Les visages des stars du football modélisés à la perfection en virtuel sont un argument de vente majeur pour les deux grands éditeurs de jeux vidéo, Electronic Arts (FIFA) et Konami (PES), dans un monde bien réel. Fidèle à ses habitudes et à son style, Zlatan Ibrahimovic a mis les pieds dans le plat en novembre dernier: «Quelqu’un fait des bénéfices sur mon nom et mon visage sans aucun accord depuis toutes ces années. Il est temps d’enquêter.»
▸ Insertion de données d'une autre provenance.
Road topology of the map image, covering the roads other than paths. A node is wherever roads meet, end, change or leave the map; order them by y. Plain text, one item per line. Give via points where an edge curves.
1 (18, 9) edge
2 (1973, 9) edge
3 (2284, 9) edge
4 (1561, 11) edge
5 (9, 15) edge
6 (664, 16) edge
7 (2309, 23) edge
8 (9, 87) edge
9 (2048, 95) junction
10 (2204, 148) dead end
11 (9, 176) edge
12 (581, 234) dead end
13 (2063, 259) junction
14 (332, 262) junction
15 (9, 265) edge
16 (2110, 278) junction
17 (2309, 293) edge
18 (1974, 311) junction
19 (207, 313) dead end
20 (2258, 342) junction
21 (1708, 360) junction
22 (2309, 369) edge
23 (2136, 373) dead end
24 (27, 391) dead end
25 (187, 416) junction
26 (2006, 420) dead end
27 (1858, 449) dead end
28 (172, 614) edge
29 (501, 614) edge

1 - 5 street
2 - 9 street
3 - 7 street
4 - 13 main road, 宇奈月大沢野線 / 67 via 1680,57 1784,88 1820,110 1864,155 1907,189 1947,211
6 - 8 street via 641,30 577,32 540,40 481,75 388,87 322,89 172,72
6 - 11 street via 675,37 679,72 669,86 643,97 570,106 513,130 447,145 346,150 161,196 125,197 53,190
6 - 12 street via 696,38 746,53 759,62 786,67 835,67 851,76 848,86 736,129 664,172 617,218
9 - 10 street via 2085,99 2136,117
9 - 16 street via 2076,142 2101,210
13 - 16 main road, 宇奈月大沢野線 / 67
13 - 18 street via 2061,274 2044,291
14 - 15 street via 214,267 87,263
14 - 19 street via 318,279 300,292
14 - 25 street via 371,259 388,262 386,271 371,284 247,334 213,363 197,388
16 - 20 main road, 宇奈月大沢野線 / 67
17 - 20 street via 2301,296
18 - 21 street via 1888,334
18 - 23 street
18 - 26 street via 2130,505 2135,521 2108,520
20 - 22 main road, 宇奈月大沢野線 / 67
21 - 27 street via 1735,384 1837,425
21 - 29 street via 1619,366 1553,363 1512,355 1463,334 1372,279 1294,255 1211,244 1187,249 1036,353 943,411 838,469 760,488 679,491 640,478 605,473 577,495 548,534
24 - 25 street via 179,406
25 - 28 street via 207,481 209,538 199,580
Aussitôt, Gareth Bale appuyait la requête du Suédois sur Twitter: «Intéressant… qu’est-ce que la FIFPro?» Les attaquants de l’AC Milan et de Tottenham jouaient leur carte personnelle, ou plutôt celle de leurs agents. «La FIFA travaille à une refonte de la commission des agents, avec notamment un plafonnement des commissions. Ça ne plaît pas à Mino Raiola, qui a conseillé à Ibrahimovic de mettre un petit coup de pression à la FIFA via ses accords avec Electronic Arts et la FIFPro», indique une source. L’agent de Bale, l’Anglais Jonathan Barnett, se présentait l’an dernier dans le quotidien sportif espagnol As comme «très proche de Mino, […] un très bon ami». Si les deux joueurs ont prêché pour les intérêts de leur paroisse, il reste intéressant de comprendre comment le droit à l’image collective des joueurs de football est cédé aux entreprises de jeux vidéo.